# What you need to do
The number needed is how many lines of the data hold the string "Circle". Give that number and nothing more.

# Listed entries
== Segment start ==

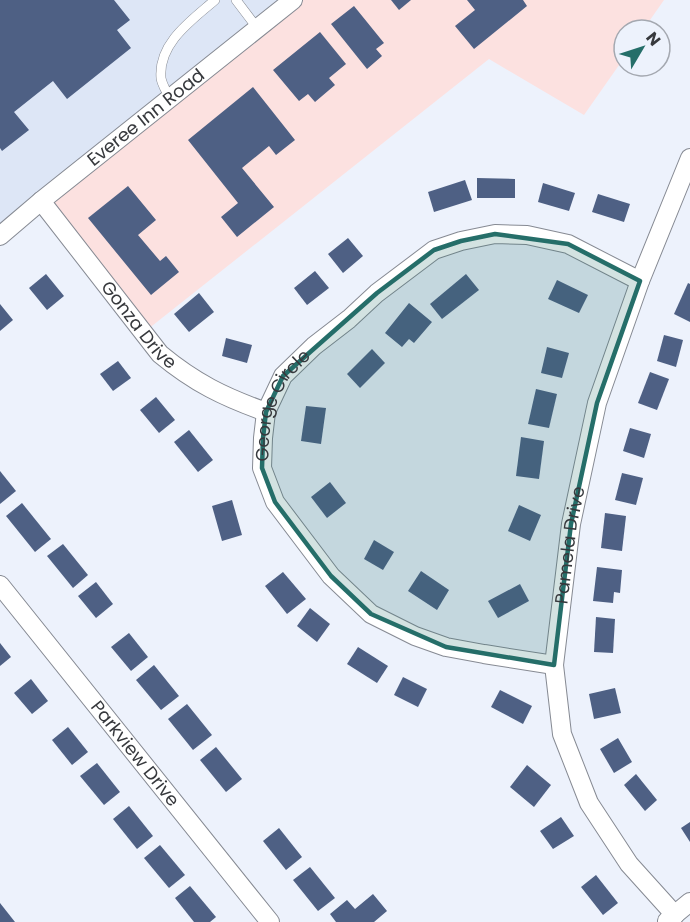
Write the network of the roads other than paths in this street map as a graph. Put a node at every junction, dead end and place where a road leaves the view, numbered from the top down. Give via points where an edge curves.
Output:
1 (215, 0) edge
2 (236, 0) edge
3 (293, 0) edge
4 (258, 29) junction
5 (170, 99) junction
6 (690, 158) edge
7 (41, 201) junction
8 (0, 236) edge
9 (640, 281) junction
10 (266, 412) junction
11 (3, 596) edge
12 (554, 665) junction
13 (690, 902) edge
14 (670, 918) edge
15 (270, 922) edge

1 - 5 lane via 180,31 161,63 161,80
2 - 4 lane
3 - 4 street, Everee Inn Road
4 - 5 street, Everee Inn Road
5 - 7 street, Everee Inn Road
6 - 9 street, Pamela Drive
7 - 8 street, Everee Inn Road
7 - 10 street, Gonza Drive via 160,354 198,382
9 - 10 street, George Circle via 568,244 527,235 495,234 434,250 314,346 283,376
9 - 12 street, Pamela Drive via 597,404 571,524
10 - 12 street, George Circle via 262,468 275,502 331,576 371,614 446,647
11 - 15 street, Parkview Drive
12 - 14 street, Pamela Drive via 562,734 589,803
13 - 14 street

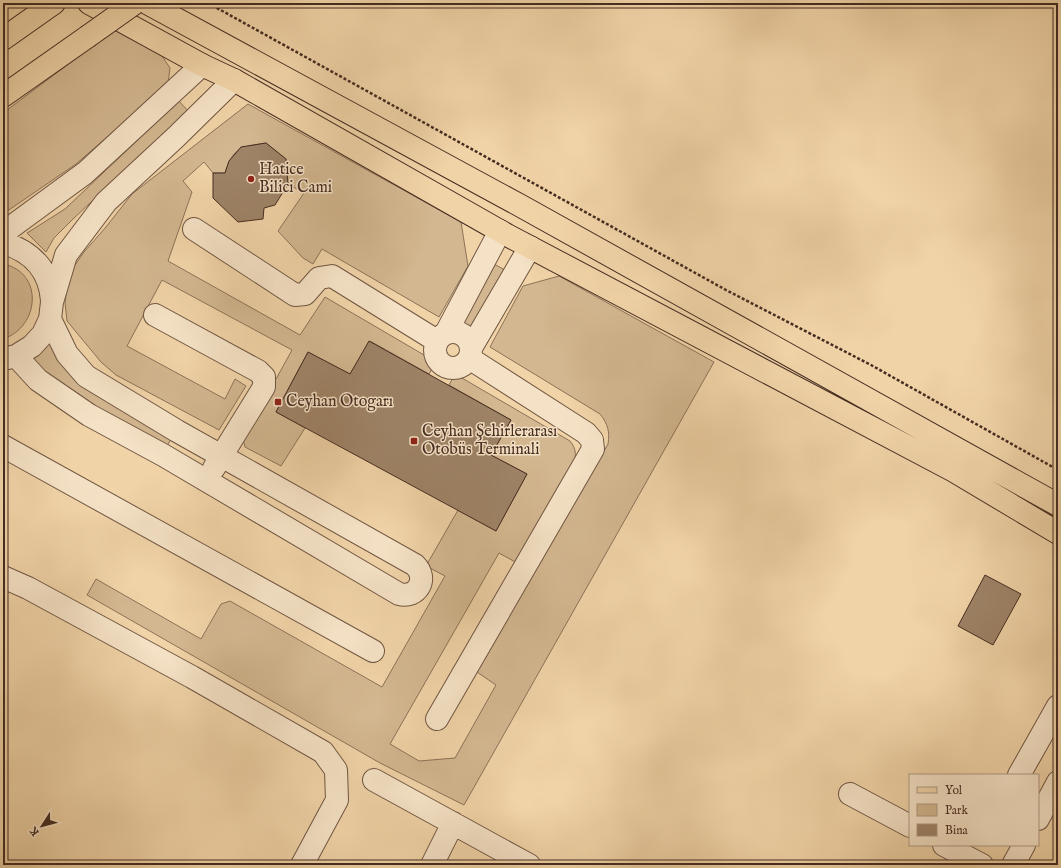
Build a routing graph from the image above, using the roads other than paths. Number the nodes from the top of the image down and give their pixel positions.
1 (88, 3) edge
2 (135, 3) edge
3 (147, 3) edge
4 (53, 4) edge
5 (3, 40) edge
6 (223, 44) junction
7 (254, 60) junction
8 (202, 65) junction
9 (234, 80) junction
10 (3, 96) edge
11 (514, 203) junction
12 (546, 221) junction
13 (194, 229) dead end
14 (500, 231) junction
15 (3, 233) edge
16 (3, 244) edge
17 (530, 247) junction
18 (51, 311) junction
19 (155, 315) dead end
20 (442, 337) junction
21 (470, 353) junction
22 (7, 360) edge
23 (3, 446) edge
24 (221, 456) junction
25 (206, 480) junction
26 (1058, 506) edge
27 (1058, 534) edge
28 (3, 577) edge
29 (373, 651) dead end
30 (1058, 706) edge
31 (436, 719) dead end
32 (1020, 774) edge
33 (374, 780) dead end
34 (1058, 782) edge
35 (850, 794) dead end
36 (1039, 817) edge
37 (453, 823) junction
38 (909, 825) edge
39 (946, 846) edge
40 (1023, 846) edge
41 (975, 859) edge
42 (302, 865) edge
43 (432, 865) edge
44 (529, 865) edge
45 (1013, 865) edge

1 - 8 main road
2 - 10 main road, bridge
3 - 6 main road
4 - 5 main road
6 - 7 main road
6 - 8 main road
7 - 9 main road
7 - 11 main road
8 - 9 main road
8 - 15 street
9 - 14 main road
9 - 18 street
11 - 12 main road
11 - 14 main road
12 - 17 main road
12 - 26 main road
13 - 20 street
14 - 17 main road
14 - 20 street
16 - 18 street
17 - 21 street
17 - 27 main road
18 - 22 street
18 - 24 street
19 - 24 street
20 - 21 street
20 - 21 street
21 - 31 street
22 - 25 street
23 - 29 street
24 - 25 street
24 - 25 street
28 - 42 street
30 - 32 street
33 - 37 street
34 - 36 street
35 - 38 street
37 - 43 street
37 - 44 street
39 - 41 street
40 - 45 street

== Segment end ==

# Answer for this exercise
2